America's love affair with cars has clearly entered a new phase. Ford's (F) decision to in the U.S. market caps a decade-long trend of more and more Americans forgoing sedans and instead choosing SUVs for their ability to carry people and cargo.
As gasoline prices dropped from about $3.50 a gallon in 2012 to about $2.50 in 2015 and stayed near there, the U.S. market share for sedans has plummeted from 38 percent in 2012 to 26 percent in 2017, according to consultants IHS Markit. SUVs have picked up most of that share, rising from 32 percent to 43 percent. Pickups grew three percentage points over that time to 16 percent.
Sedan market share could be heading still lower. Prior to the Ford decision, Fiat Chrysler (FCAU) eliminated the Chrysler 200 and Dodge Dart sedans in 2016. Buick has stopped selling the Verano. "I think General Motors (GM) must be reviewing cars like the Chevrolet Impala and Malibu and asking themselves if they really need them," said Jessica Caldwell, executive director of industry analysis at Edmunds.com.
The sedan situation bears a bit of resemblance to the earlier elimination of many minivans. "Most manufacturers had minivans, but as the segment stagnated or shrunk, some manufacturers opted out of the category," said Matt DeLorenzo, managing editor of Kelley Blue Book. Ford eliminated its Freestar minivan in 2007. Vans, including minivans, are now less than 5 percent of the U.S. market.
Last week, Ford announced it was eliminating its Taurus, Fusion, Focus, Fiesta and C-Max sedans. But it will continue selling Mustangs -- a signature Ford model that's more like a sports car.
Here's how industry analysts view the U.S. automotive future following Ford's decision:
Could rising gas prices reverse this trend?

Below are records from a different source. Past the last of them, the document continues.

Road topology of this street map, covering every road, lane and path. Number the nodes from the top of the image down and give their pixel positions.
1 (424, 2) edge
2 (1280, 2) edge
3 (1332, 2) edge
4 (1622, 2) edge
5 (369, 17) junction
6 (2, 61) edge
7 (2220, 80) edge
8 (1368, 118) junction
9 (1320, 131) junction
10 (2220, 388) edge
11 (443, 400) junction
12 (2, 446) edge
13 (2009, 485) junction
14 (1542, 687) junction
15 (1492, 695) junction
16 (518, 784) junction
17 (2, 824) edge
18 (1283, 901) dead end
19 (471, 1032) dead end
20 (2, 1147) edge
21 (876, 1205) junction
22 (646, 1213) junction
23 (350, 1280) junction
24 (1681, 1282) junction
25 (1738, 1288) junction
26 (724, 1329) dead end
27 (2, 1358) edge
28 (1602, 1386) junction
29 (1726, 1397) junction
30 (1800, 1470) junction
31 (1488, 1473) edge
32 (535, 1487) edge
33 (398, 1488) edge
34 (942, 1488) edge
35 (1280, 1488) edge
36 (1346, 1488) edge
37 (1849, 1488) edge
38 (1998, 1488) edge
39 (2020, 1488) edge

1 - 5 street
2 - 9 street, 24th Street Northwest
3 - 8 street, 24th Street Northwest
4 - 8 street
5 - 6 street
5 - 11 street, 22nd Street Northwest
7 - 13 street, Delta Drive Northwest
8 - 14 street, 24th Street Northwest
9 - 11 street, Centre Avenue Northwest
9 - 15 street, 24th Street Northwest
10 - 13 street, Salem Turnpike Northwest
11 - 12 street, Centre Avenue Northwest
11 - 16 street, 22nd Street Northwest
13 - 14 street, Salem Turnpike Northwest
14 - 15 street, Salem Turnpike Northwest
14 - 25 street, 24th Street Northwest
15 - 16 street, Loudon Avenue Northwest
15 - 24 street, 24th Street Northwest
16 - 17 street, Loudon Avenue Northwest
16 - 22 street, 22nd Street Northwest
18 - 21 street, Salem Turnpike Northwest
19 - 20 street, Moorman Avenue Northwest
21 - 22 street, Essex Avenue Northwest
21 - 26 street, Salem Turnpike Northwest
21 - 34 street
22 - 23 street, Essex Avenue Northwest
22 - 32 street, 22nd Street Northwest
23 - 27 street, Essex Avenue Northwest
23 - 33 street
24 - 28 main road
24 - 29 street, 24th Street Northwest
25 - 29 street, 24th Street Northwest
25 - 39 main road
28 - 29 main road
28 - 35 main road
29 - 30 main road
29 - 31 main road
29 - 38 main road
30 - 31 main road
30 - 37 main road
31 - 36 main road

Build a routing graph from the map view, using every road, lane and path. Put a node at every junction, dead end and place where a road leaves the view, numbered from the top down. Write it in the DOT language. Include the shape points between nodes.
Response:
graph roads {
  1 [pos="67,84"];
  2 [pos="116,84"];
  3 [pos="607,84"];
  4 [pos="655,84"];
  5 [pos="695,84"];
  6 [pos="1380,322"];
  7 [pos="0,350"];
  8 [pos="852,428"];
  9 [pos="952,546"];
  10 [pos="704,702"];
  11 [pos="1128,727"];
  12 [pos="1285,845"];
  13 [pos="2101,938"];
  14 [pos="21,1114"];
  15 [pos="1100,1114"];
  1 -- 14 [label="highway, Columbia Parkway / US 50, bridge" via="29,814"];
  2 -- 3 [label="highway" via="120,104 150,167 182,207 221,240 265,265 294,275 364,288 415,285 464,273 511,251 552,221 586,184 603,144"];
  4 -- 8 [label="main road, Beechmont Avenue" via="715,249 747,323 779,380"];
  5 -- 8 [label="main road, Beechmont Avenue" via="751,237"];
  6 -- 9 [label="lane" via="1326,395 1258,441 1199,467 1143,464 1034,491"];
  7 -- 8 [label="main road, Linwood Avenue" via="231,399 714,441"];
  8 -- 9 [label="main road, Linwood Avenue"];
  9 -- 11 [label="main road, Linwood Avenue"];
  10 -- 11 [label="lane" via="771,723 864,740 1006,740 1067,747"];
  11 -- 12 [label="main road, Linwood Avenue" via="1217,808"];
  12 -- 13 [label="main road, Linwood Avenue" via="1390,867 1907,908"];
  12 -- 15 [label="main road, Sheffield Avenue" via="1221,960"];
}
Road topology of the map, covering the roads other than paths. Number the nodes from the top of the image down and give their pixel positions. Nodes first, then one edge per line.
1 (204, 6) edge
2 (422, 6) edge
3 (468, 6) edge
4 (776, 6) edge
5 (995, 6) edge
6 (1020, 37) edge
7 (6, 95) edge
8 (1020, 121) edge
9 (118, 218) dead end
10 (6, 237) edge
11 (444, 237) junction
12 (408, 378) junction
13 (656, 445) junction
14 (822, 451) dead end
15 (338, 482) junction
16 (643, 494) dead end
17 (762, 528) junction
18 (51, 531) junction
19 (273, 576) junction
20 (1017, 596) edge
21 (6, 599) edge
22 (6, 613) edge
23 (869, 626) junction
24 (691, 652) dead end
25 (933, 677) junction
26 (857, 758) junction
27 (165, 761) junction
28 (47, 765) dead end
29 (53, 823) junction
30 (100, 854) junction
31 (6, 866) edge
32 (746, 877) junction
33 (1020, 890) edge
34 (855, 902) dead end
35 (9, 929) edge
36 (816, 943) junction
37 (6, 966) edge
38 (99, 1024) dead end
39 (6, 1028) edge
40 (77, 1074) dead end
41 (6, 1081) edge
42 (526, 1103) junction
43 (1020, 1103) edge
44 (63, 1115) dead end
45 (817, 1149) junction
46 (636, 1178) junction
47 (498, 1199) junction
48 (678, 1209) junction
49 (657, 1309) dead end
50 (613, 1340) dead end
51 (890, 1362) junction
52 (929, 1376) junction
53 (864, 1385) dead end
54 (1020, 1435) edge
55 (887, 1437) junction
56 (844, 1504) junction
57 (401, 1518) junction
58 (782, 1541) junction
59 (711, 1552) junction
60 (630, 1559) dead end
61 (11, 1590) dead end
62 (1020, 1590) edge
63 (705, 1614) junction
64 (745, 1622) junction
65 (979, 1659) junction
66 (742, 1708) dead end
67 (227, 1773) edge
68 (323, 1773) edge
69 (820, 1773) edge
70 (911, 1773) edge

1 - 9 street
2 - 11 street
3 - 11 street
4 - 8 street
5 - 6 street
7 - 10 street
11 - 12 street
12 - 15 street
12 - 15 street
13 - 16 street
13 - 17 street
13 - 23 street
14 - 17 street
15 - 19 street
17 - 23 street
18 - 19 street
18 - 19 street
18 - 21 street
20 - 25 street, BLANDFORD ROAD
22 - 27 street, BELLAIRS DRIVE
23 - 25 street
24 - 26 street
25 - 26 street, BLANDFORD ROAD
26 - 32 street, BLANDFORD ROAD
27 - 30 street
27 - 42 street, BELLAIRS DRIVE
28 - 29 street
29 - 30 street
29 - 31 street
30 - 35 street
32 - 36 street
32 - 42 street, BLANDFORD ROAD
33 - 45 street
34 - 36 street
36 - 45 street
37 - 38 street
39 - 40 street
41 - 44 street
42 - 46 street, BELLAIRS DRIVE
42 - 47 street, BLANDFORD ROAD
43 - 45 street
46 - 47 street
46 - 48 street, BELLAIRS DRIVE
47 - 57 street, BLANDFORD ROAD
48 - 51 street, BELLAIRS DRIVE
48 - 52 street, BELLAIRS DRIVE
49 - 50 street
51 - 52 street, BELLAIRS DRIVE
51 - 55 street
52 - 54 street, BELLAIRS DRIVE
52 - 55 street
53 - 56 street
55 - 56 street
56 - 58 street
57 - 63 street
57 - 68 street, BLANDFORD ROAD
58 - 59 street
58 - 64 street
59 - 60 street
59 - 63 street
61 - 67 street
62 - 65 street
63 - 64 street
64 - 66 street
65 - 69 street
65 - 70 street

Gas prices have climbed lately to about $2.80 a gallon nationwide for regular -- the highest level since 2014, according to AAA. But that's unlikely to send car buyers running for sedans. Compact and subcompact SUVs are built on car platforms and have fuel economy almost as good as the sedans from the same automakers. "These are not the old gas-guzzling SUVs," said Caldwell.
For example, Honda's (HMC) Accord sedan has a combined city/highway mileage rating of 33 MPG, while its CR-V compact SUV gets 30 MPG. That's a differential of $150 a year in gasoline costs as computed by the EPA at a recent price of around $2.50 per gallon.
The very large SUVs like Chevrolet's Suburban (combined mileage 19 MPG) would probably be hurt if gas prices really spiked. But those shoppers likely would buy a smaller, more fuel-efficient SUV, not a sedan.
Honda and Toyota (TM), which have led the sedan segment with names like Accord and Camry, respectively, will likely pick up some sedan sales. But these Japanese companies also are selling more SUVs than they did in the past.
Will Ford sedan loyalists be upset?
You won't find much loyalty for nameplates like Taurus, which started as a midsize car, changed its name to the Ford 500, then came back as a Taurus while stepping up to the large sedan class. However, Toyota Camry and Corolla have had the same names -- and considerable loyalty -- since they arrived here in the 1970s and 1980s.
Is Ford's decision risky?
Perhaps somewhat. The company may not be able to persuade the sedan customers it will lose to stick with Ford for an SUV. But SUVs and pickups -- not sedans -- have been the profitable segments for Ford. And it will continue to sell sedans overseas, so it could bring a model from elsewhere into the U.S. market if sedan demand rebounds.